I need every line that includes the word "Kanoelehua" copied from the material.
======== Data provided ========
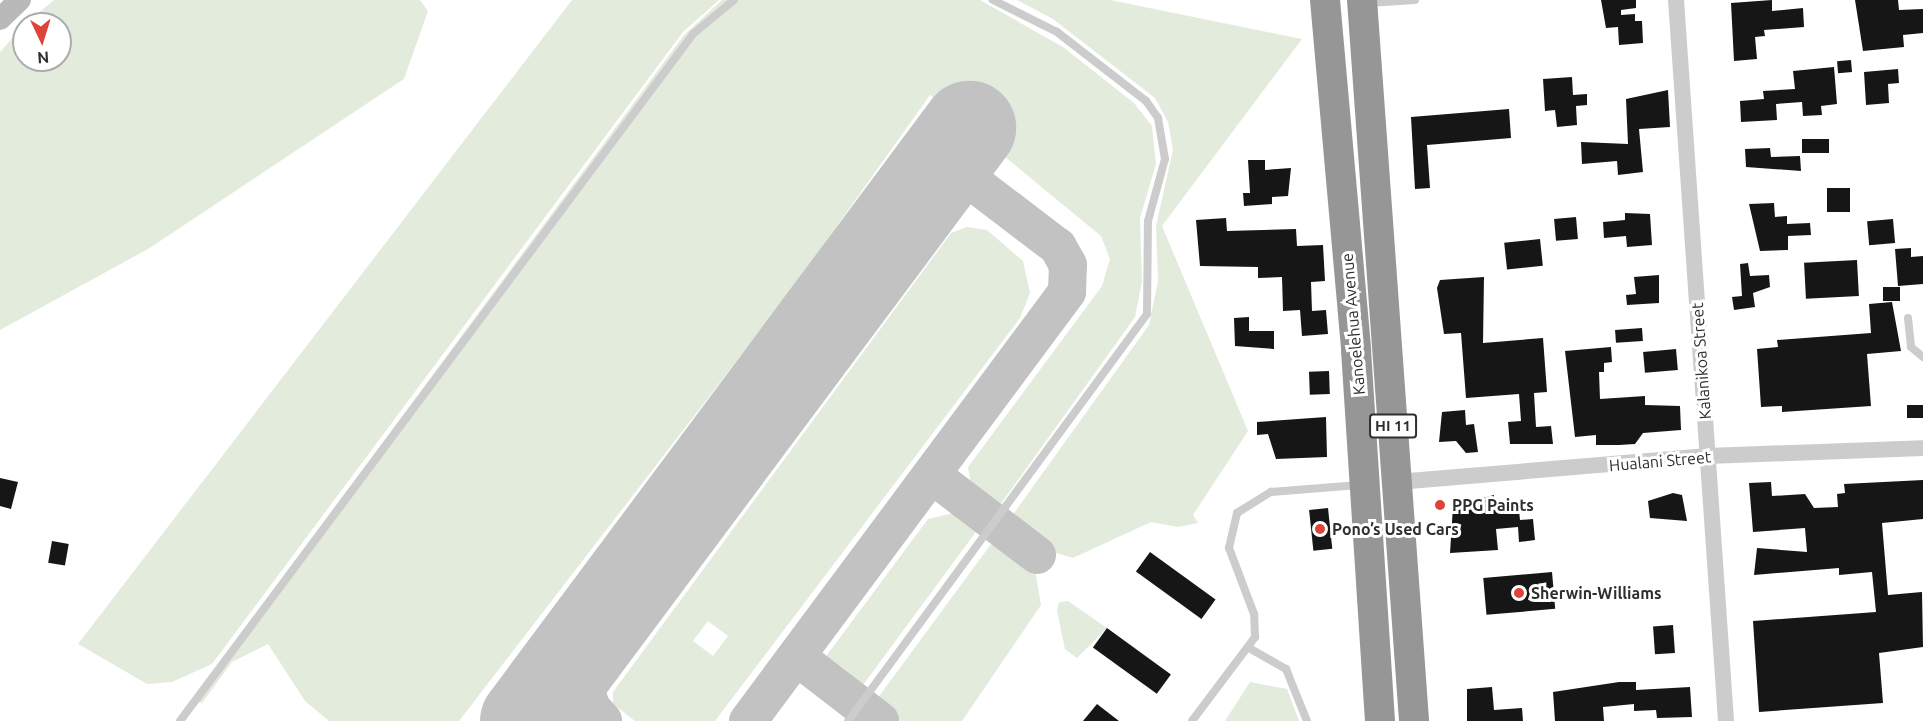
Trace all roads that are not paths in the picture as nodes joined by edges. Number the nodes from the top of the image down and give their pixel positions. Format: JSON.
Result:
{"nodes":[{"id":1,"x":20,"y":0,"type":"edge"},
{"id":2,"x":734,"y":0,"type":"edge"},
{"id":3,"x":993,"y":0,"type":"edge"},
{"id":4,"x":1325,"y":0,"type":"edge"},
{"id":5,"x":1415,"y":0,"type":"edge"},
{"id":6,"x":1676,"y":0,"type":"edge"},
{"id":7,"x":1362,"y":2,"type":"edge"},
{"id":8,"x":0,"y":19,"type":"edge"},
{"id":9,"x":1908,"y":318,"type":"dead end"},
{"id":10,"x":1923,"y":357,"type":"edge"},
{"id":11,"x":1923,"y":448,"type":"edge"},
{"id":12,"x":1708,"y":456,"type":"junction"},
{"id":13,"x":1397,"y":482,"type":"junction"},
{"id":14,"x":1365,"y":484,"type":"junction"},
{"id":15,"x":1249,"y":648,"type":"junction"},
{"id":16,"x":180,"y":721,"type":"edge"},
{"id":17,"x":848,"y":721,"type":"edge"},
{"id":18,"x":1192,"y":721,"type":"edge"},
{"id":19,"x":1307,"y":721,"type":"edge"},
{"id":20,"x":1380,"y":721,"type":"edge"},
{"id":21,"x":1414,"y":721,"type":"edge"},
{"id":22,"x":1726,"y":721,"type":"edge"}],
"edges":[{"from":1,"to":8,"type":"street"},
{"from":2,"to":16,"type":"lane"},
{"from":3,"to":17,"type":"lane"},
{"from":4,"to":14,"type":"highway","name":"Kanoelehua Avenue","number":"HI 11"},
{"from":5,"to":7,"type":"lane"},
{"from":6,"to":12,"type":"street","name":"Kalanikoa Street"},
{"from":7,"to":13,"type":"highway","name":"Kanoelehua Avenue","number":"HI 11"},
{"from":9,"to":10,"type":"lane"},
{"from":11,"to":12,"type":"street","name":"Hualani Street"},
{"from":12,"to":13,"type":"street","name":"Hualani Street"},
{"from":12,"to":22,"type":"street","name":"Kalanikoa Street"},
{"from":13,"to":21,"type":"highway","name":"Kanoelehua Avenue","number":"HI 11"},
{"from":14,"to":15,"type":"lane"},
{"from":14,"to":20,"type":"highway","name":"Kanoelehua Avenue","number":"HI 11"},
{"from":15,"to":18,"type":"lane"},
{"from":15,"to":19,"type":"lane"}]}
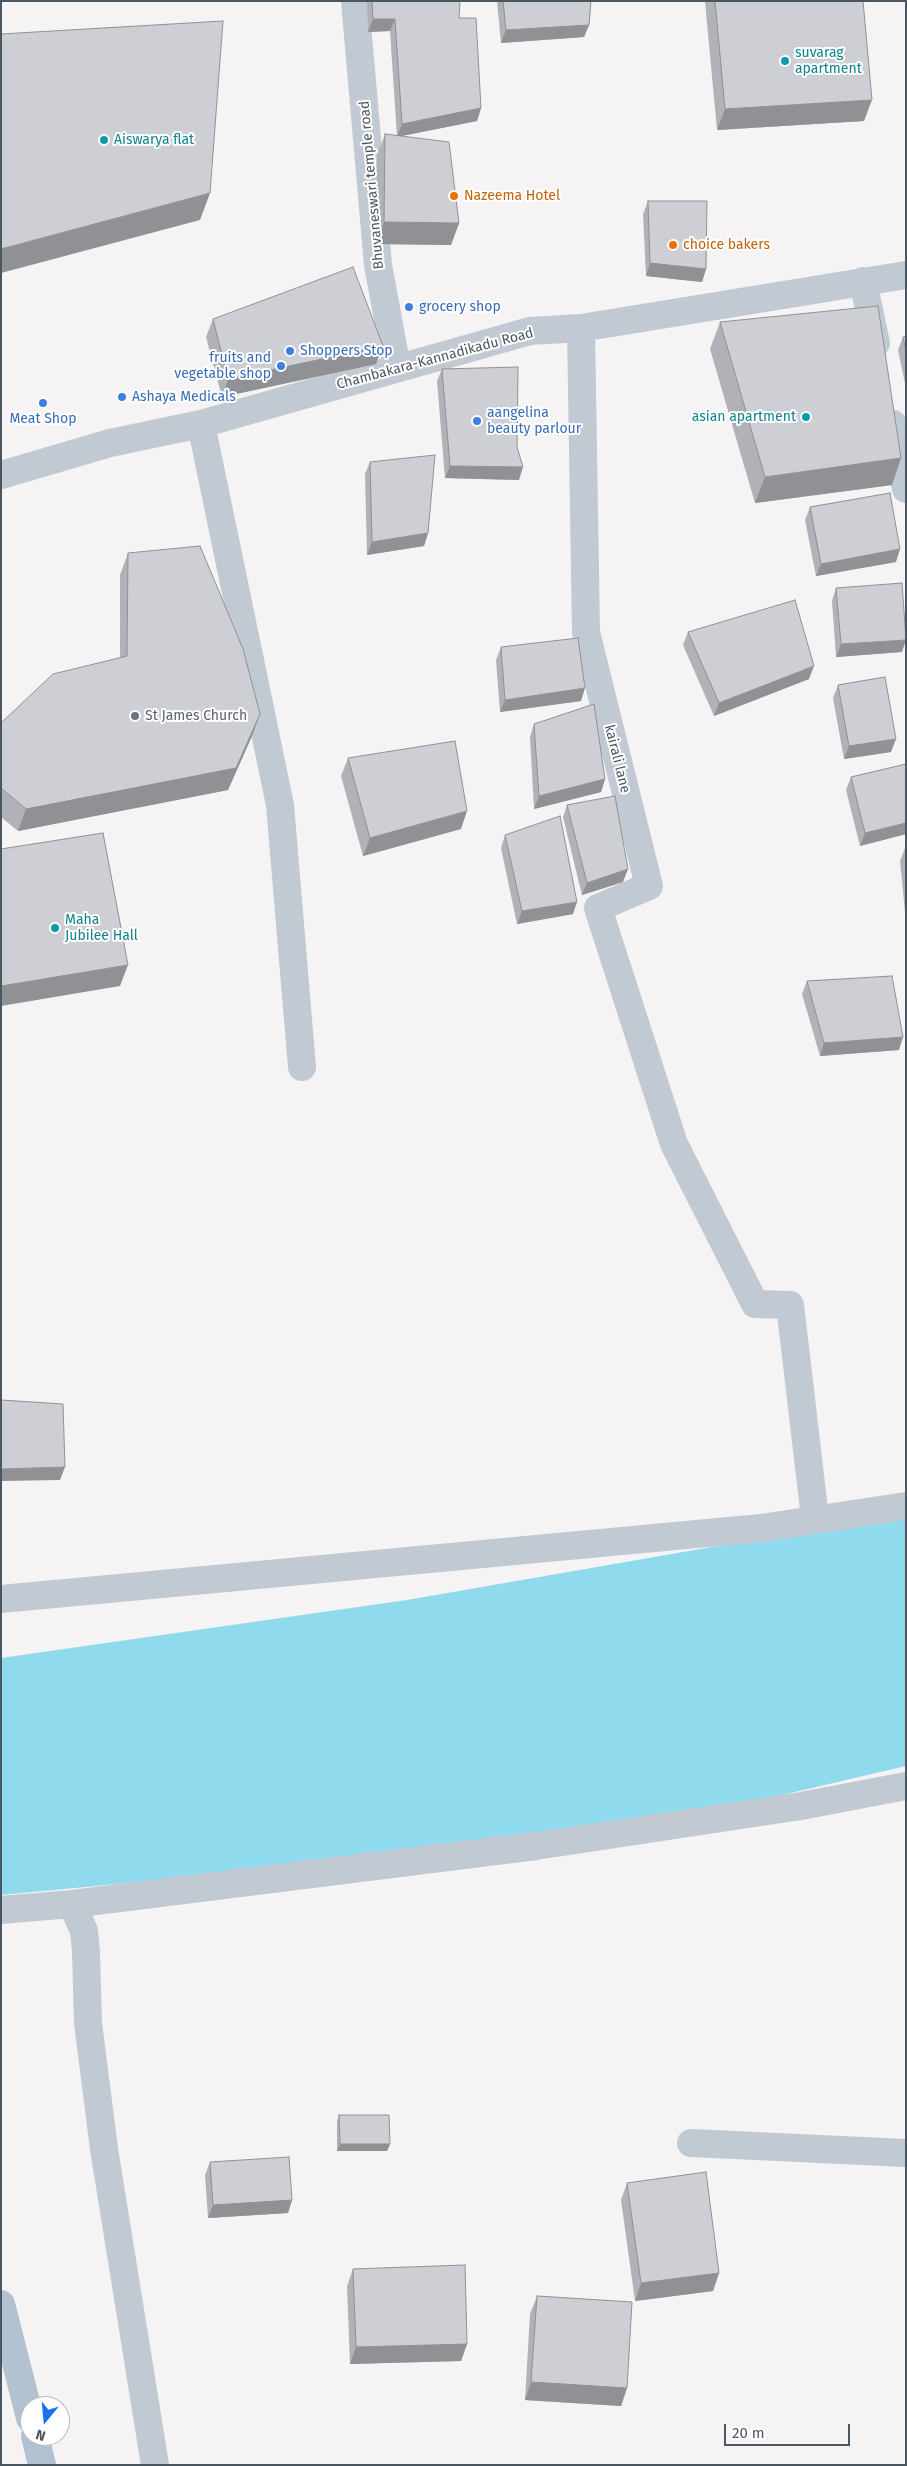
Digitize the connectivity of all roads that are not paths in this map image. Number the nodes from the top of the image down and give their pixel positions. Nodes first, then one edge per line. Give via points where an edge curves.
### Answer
1 (355, 1) edge
2 (906, 275) edge
3 (863, 281) junction
4 (581, 328) junction
5 (881, 366) edge
6 (397, 368) junction
7 (888, 404) edge
8 (201, 424) junction
9 (1, 475) edge
10 (906, 489) edge
11 (302, 1067) dead end
12 (906, 1506) edge
13 (815, 1518) junction
14 (1, 1599) edge
15 (906, 1786) edge
16 (72, 1904) junction
17 (1, 1910) edge
18 (691, 2143) dead end
19 (906, 2153) edge
20 (1, 2304) edge
21 (24, 2396) edge
22 (37, 2446) edge
23 (42, 2465) edge
24 (155, 2465) edge

1 - 6 street, Bhuvaneswari temple road via 378,265
2 - 3 street, Chambakara-Kannadikadu Road
3 - 4 street, Chambakara-Kannadikadu Road
3 - 5 street
4 - 6 street, Chambakara-Kannadikadu Road via 530,331
4 - 13 street, kairali lane via 586,632 648,886 598,908 674,1144 755,1304 790,1305
6 - 8 street, Chambakara-Kannadikadu Road
7 - 10 street
8 - 9 street, Chambakara-Kannadikadu Road via 110,443
8 - 11 street via 280,805
12 - 13 street
13 - 14 street via 761,1528
15 - 16 street via 801,1806 536,1846
16 - 17 street
16 - 24 street via 84,1931 88,2023 104,2149
18 - 19 street
20 - 21 main road
22 - 23 main road

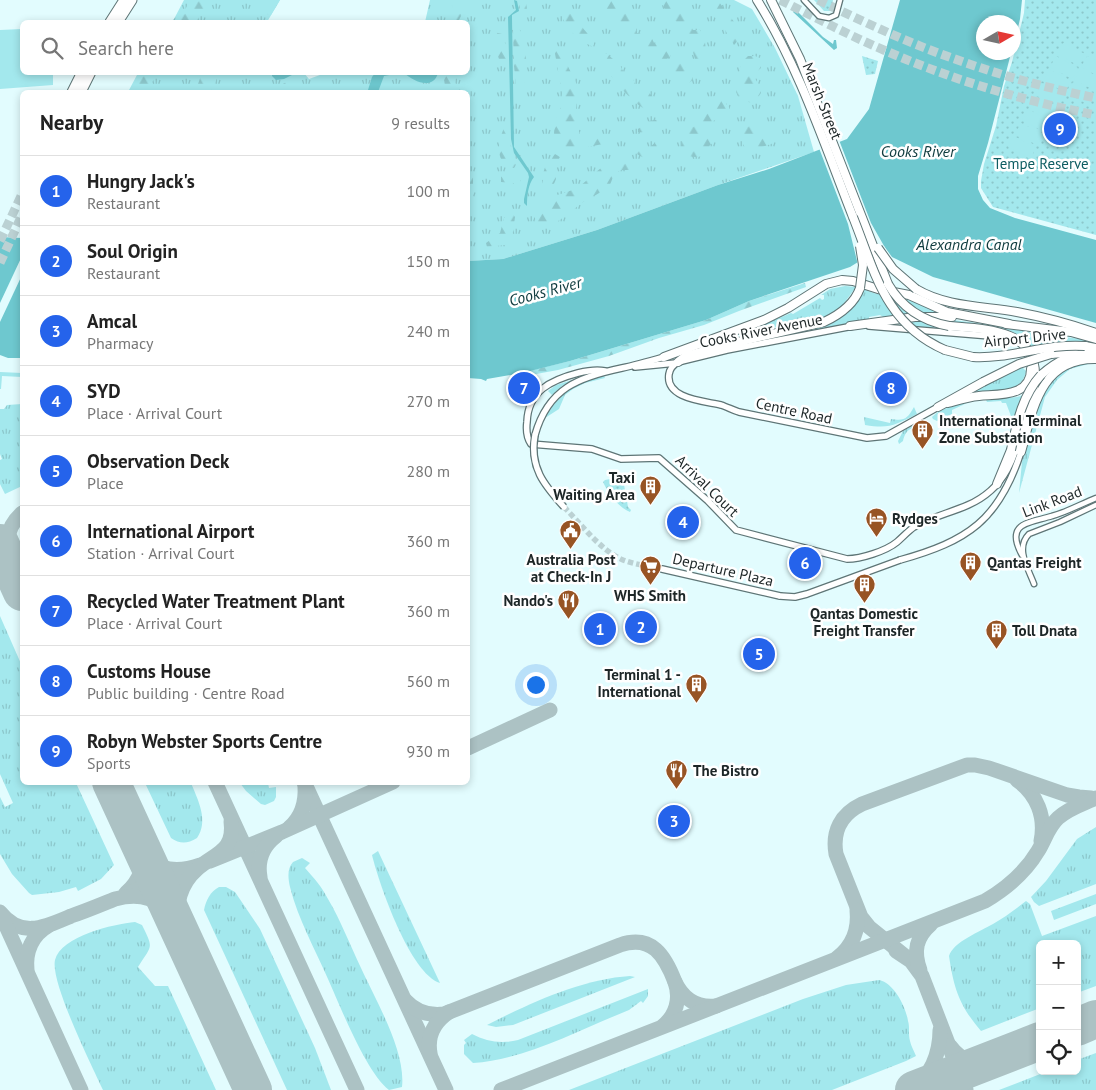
========
- Response to the exercise:
{"from":4,"to":14,"type":"highway","name":"Kanoelehua Avenue","number":"HI 11"},
{"from":7,"to":13,"type":"highway","name":"Kanoelehua Avenue","number":"HI 11"},
{"from":13,"to":21,"type":"highway","name":"Kanoelehua Avenue","number":"HI 11"},
{"from":14,"to":20,"type":"highway","name":"Kanoelehua Avenue","number":"HI 11"},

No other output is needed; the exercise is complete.